4. Another way to find problems in your post is to have the post stop when certain variables (User, INTOM, RELCOM, DBLCOM) change. To help us debug our post in this example we want to watch a certain User variable. To do this we will add the variable name to the watch list by pressing the Set Watches button. The Define Variable Watch List dialog box will appear.

Make sure the User Variables tab is selected. Select the Variable Type - Scalar and type the User variable name AVAL1 into the Variable to Add box and press the Add> button. The User variable name AVAL1 will appear in the User Variable Watch List box. Press the Set Watch Variables button; the debugger is now set to break (Stop) every time the User variable AVAL1 gets updated.

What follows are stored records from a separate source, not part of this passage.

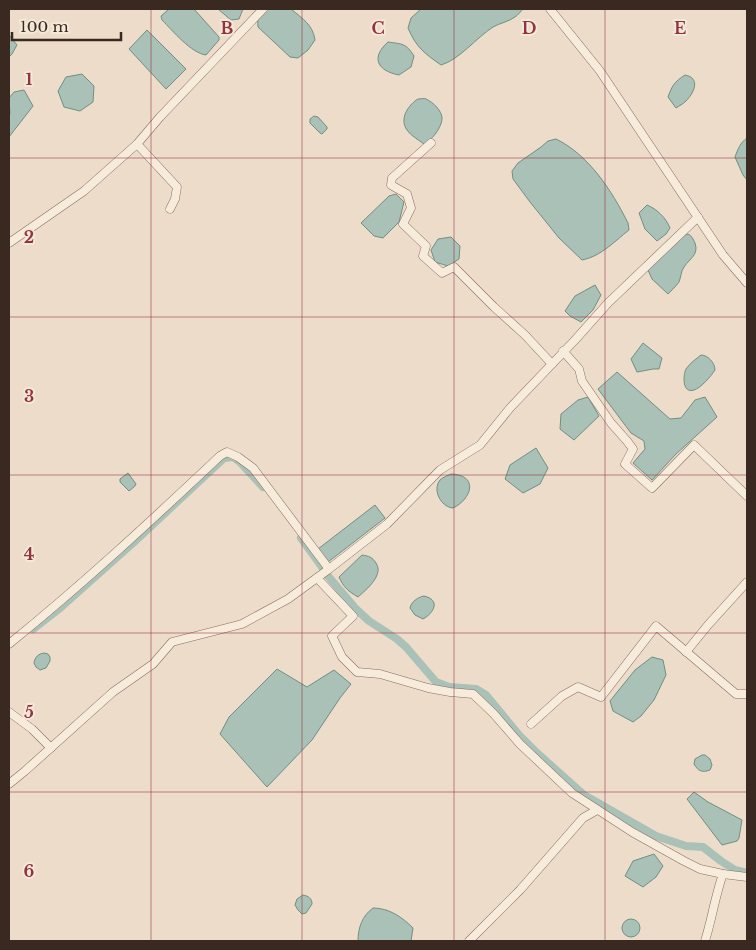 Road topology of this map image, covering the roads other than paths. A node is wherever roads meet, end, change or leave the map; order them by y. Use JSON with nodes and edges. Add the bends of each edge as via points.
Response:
{"nodes":[{"id":1,"x":263,"y":9,"type":"edge"},
{"id":2,"x":550,"y":9,"type":"edge"},
{"id":3,"x":431,"y":143,"type":"dead end"},
{"id":4,"x":137,"y":144,"type":"junction"},
{"id":5,"x":170,"y":209,"type":"dead end"},
{"id":6,"x":698,"y":217,"type":"junction"},
{"id":7,"x":9,"y":242,"type":"edge"},
{"id":8,"x":747,"y":283,"type":"edge"},
{"id":9,"x":564,"y":351,"type":"junction"},
{"id":10,"x":552,"y":364,"type":"junction"},
{"id":11,"x":747,"y":496,"type":"edge"},
{"id":12,"x":329,"y":569,"type":"junction"},
{"id":13,"x":317,"y":578,"type":"junction"},
{"id":14,"x":747,"y":582,"type":"edge"},
{"id":15,"x":9,"y":644,"type":"edge"},
{"id":16,"x":686,"y":652,"type":"junction"},
{"id":17,"x":747,"y":694,"type":"edge"},
{"id":18,"x":9,"y":712,"type":"edge"},
{"id":19,"x":531,"y":724,"type":"dead end"},
{"id":20,"x":50,"y":748,"type":"junction"},
{"id":21,"x":9,"y":784,"type":"edge"},
{"id":22,"x":597,"y":810,"type":"junction"},
{"id":23,"x":723,"y":874,"type":"junction"},
{"id":24,"x":747,"y":877,"type":"edge"},
{"id":25,"x":469,"y":941,"type":"edge"},
{"id":26,"x":704,"y":941,"type":"edge"}],
"edges":[{"from":1,"to":4,"type":"street"},
{"from":2,"to":6,"type":"street","via":[[600,71]]},
{"from":3,"to":10,"type":"street","via":[[392,178],[391,185],[407,194],[411,208],[402,224],[426,246],[423,256],[442,273],[454,267]]},
{"from":4,"to":5,"type":"street","via":[[177,187]]},
{"from":4,"to":7,"type":"street","via":[[84,192]]},
{"from":6,"to":8,"type":"street","via":[[723,255]]},
{"from":6,"to":9,"type":"street","via":[[608,303]]},
{"from":9,"to":10,"type":"street"},
{"from":9,"to":11,"type":"street","via":[[632,449],[625,464],[652,488],[694,445]]},
{"from":10,"to":12,"type":"street","via":[[480,445],[440,470],[387,524]]},
{"from":12,"to":13,"type":"street"},
{"from":12,"to":15,"type":"street","via":[[253,468],[227,452]]},
{"from":13,"to":20,"type":"street","via":[[242,624],[172,642],[153,664],[113,692]]},
{"from":13,"to":22,"type":"street","via":[[353,616],[332,636],[342,658],[357,672],[473,694],[572,793]]},
{"from":14,"to":16,"type":"street"},
{"from":16,"to":17,"type":"street","via":[[736,694]]},
{"from":16,"to":19,"type":"street","via":[[656,626],[601,697],[578,687],[562,696]]},
{"from":18,"to":20,"type":"street"},
{"from":20,"to":21,"type":"street"},
{"from":22,"to":23,"type":"street","via":[[684,861],[700,869]]},
{"from":22,"to":25,"type":"street","via":[[583,818],[520,890]]},
{"from":23,"to":24,"type":"street"},
{"from":23,"to":26,"type":"street"}]} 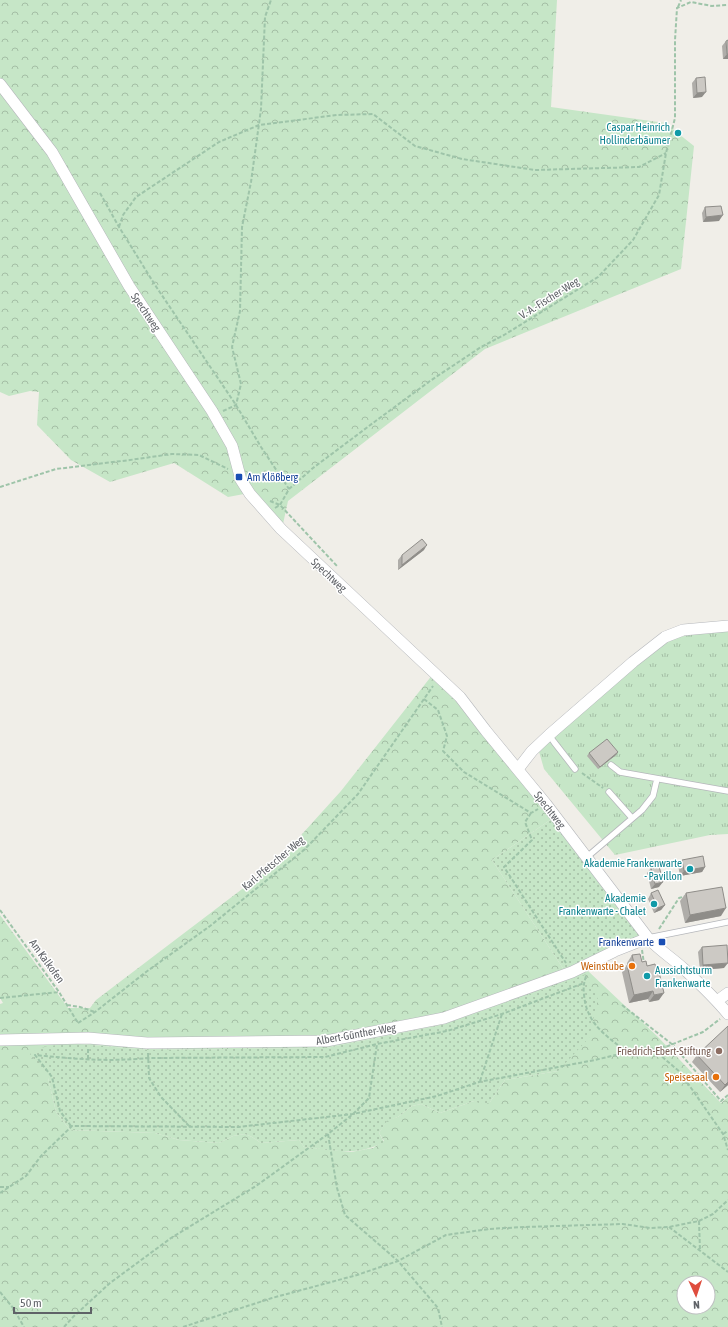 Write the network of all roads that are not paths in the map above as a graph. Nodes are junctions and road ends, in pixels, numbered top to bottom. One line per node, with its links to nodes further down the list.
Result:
1 (0, 84): 5 (street, Spechtweg)
2 (728, 626): 3 (street)
3 (549, 735): 5 (street); 6 (lane)
4 (611, 765): 7 (lane)
5 (518, 769): 11 (street, Spechtweg)
6 (575, 769)
7 (657, 779): 9 (lane); 10 (lane)
8 (609, 792): 10 (lane)
9 (728, 792)
10 (632, 818): 11 (lane)
11 (586, 857): 13 (street, Spechtweg)
12 (728, 922): 13 (lane)
13 (648, 938): 15 (street, Spechtweg); 17 (street, Albert-Günther-Weg)
14 (728, 993): 15 (street)
15 (717, 1001): 16 (street, Spechtweg)
16 (726, 1016)
17 (0, 1040) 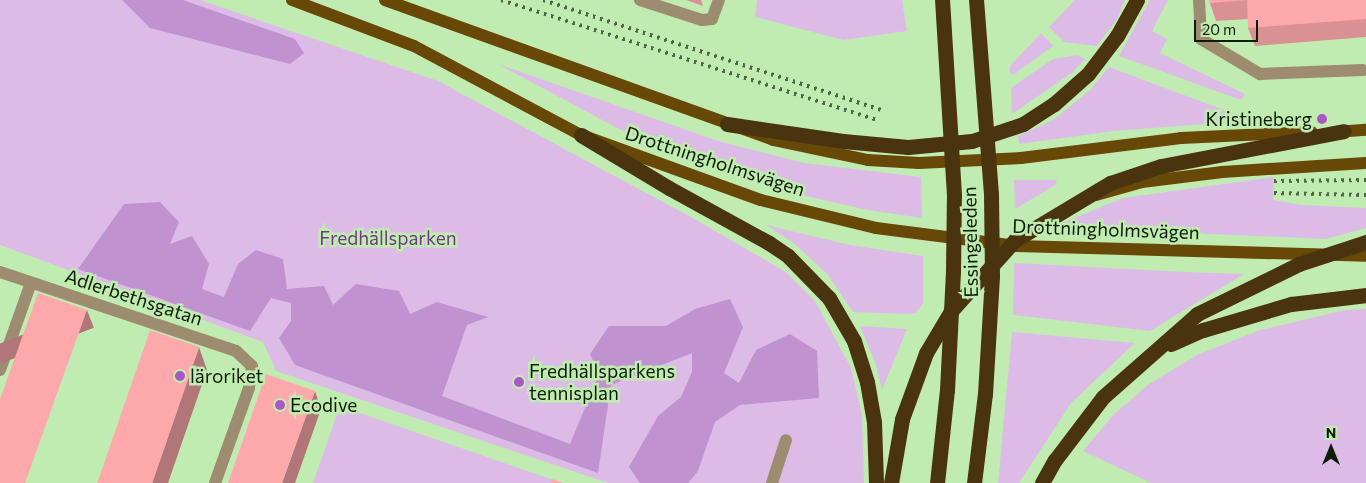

5. Start the debugger process running by pressing the Go button. The four (4) files displayed on the main screen will begin to update as the G-Post reads and processes CL records from the Input Source file. Any time the debugger see the User variable AVAL1 update its value it will stop. At this point it will also display the User variable name and current contents in the Variable Watch Lists area at the bottom of the debugger’s main windows and the FIL file windows will highlight the User variable in magenta.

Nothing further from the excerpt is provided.